The sudden revision in the Senate's organizing resolution ensures that House Democrats' evidence will be admitted.
Senate Majority Leader Mitch McConnell arrives to the Capitol on Jan. 21, 2020.
Senate Majority Leader Mitch McConnell, R-Ky., arrives at the Capitol on Tuesday, Jan. 21, 2020.Andrew Harrer / Bloomberg via Getty Images

Senate Majority Leader Mitch McConnell on Tuesday changed a controversial provision in the rules for President Donald Trump's impeachment trial that would have required House prosecutors and White House attorneys to make 24 hours of legal arguments in just two days and could have barred evidence gathered by the House.

The last-minute changes — which were written by hand on the resolution, with other lines crossed out — were revealed Tuesday as the organizing resolution for the Senate trial was being read into the record on the Senate floor. The new version gives both sides 24 hours to make their cases over three days, instead of the two that McConnell, R-Ky., had proposed Monday.

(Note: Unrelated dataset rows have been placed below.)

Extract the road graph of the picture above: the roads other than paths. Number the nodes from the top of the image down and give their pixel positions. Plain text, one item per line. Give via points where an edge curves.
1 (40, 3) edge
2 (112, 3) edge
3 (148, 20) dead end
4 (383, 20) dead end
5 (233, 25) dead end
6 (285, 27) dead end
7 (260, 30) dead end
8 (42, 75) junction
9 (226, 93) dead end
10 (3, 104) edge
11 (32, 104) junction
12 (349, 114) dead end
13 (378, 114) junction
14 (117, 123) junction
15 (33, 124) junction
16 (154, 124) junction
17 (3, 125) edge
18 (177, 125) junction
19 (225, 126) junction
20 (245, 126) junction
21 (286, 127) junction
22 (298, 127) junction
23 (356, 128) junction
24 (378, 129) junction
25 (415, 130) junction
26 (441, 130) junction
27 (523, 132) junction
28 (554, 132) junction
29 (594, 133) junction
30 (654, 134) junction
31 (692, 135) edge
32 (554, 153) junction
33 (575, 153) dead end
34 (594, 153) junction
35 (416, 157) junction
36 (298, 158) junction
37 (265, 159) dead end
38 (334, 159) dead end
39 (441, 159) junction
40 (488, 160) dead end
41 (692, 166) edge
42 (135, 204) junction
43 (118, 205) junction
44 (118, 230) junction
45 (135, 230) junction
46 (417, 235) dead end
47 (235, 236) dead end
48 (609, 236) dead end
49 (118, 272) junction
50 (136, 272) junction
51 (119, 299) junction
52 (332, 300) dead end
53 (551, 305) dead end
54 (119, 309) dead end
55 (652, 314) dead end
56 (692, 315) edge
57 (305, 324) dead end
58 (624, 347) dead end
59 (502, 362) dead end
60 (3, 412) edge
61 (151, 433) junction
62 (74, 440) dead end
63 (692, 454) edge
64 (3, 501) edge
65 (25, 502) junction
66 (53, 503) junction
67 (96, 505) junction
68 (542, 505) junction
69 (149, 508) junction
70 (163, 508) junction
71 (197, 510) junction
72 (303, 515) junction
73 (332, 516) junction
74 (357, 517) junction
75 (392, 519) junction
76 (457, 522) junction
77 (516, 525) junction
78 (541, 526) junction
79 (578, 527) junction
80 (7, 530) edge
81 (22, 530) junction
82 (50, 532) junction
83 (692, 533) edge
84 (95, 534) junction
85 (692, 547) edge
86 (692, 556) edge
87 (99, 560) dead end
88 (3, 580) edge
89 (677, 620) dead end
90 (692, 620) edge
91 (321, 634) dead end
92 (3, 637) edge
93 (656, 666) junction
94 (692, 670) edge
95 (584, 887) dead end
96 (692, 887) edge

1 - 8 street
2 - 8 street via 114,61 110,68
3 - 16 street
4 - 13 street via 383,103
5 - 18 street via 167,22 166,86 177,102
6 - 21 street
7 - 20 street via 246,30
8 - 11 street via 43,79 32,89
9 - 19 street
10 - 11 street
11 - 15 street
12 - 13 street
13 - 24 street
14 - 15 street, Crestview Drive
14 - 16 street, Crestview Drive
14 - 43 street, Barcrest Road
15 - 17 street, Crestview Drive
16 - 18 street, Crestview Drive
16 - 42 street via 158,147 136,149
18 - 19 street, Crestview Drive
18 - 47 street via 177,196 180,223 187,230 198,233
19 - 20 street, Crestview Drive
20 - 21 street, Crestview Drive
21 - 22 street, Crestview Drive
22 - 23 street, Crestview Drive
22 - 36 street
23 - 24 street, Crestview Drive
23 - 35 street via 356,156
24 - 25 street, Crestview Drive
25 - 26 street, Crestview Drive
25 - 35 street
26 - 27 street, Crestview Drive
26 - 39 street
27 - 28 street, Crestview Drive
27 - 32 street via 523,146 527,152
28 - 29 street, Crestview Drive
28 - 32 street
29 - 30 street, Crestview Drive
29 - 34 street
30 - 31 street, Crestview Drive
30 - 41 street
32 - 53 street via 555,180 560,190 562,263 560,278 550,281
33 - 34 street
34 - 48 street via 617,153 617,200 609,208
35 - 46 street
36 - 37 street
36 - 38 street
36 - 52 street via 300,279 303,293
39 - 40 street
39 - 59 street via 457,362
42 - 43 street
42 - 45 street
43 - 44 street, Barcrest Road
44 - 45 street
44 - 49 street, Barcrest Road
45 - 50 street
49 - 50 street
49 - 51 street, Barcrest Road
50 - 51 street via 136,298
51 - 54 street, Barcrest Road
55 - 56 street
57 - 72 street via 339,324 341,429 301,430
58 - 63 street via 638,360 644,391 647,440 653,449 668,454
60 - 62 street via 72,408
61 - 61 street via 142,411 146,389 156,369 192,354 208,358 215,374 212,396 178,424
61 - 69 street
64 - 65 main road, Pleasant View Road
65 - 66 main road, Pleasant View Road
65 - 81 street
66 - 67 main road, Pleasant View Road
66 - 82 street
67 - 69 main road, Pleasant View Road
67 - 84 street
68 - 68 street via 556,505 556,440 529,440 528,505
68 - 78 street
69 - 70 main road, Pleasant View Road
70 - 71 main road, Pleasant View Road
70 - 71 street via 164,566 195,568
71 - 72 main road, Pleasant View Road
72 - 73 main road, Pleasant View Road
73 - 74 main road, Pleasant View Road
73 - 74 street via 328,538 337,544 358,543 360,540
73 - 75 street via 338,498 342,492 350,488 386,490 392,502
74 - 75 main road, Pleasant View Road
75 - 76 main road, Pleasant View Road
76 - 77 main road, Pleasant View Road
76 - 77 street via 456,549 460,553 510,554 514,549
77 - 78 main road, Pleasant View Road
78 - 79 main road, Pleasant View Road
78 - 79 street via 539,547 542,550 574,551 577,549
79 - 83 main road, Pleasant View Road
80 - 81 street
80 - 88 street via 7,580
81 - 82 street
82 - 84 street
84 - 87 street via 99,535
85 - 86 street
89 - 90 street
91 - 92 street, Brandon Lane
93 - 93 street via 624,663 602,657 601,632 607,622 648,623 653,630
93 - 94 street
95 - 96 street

Democrats complained that the two-day limit would have meant that they would be making their arguments until 1 a.m. or later, depriving much of the public from being able to watch the proceedings.

"If Leader McConnell is so confident the president did nothing wrong, why don't they want the case to be presented in broad daylight?" Senate Minority Leader Chuck Schumer, D-N.Y., asked Tuesday.

The change means the trial days, which start at 1 p.m. ET, will likely now end around 9 p.m.

It wasn't only Democrats who had issues with the timeline.

Sen. Susan Collins, R-Maine, "raised concerns" about the resolution and played a role in the changes, her spokeswoman said.

"Collins and others raised concerns about the 24 hours of opening statements in two days, and the admission of the House transcript is the record," Collins spokeswoman Annie Clark said in a statement. "Her position has been that the trial should follow the Clinton model as much as possible. She thinks these changes are a significant improvement."

Sen. Josh Hawley, R-Mo., who said he would vote to acquit the president, had also expressed displeasure with the resolution.

"I think that adhering to the Clinton model would have been my preference," Hawley told NBC News earlier Tuesday.

In President Bill Clinton's impeachment trial in 1999, both sides wound up presenting their cases over three days, with no limit on the number of days over which they spread their 24 hours.

McConnell also tweaked a controversial provision that could have barred all evidence gathered by the House Democrats' inquiry from being entered into the Senate record.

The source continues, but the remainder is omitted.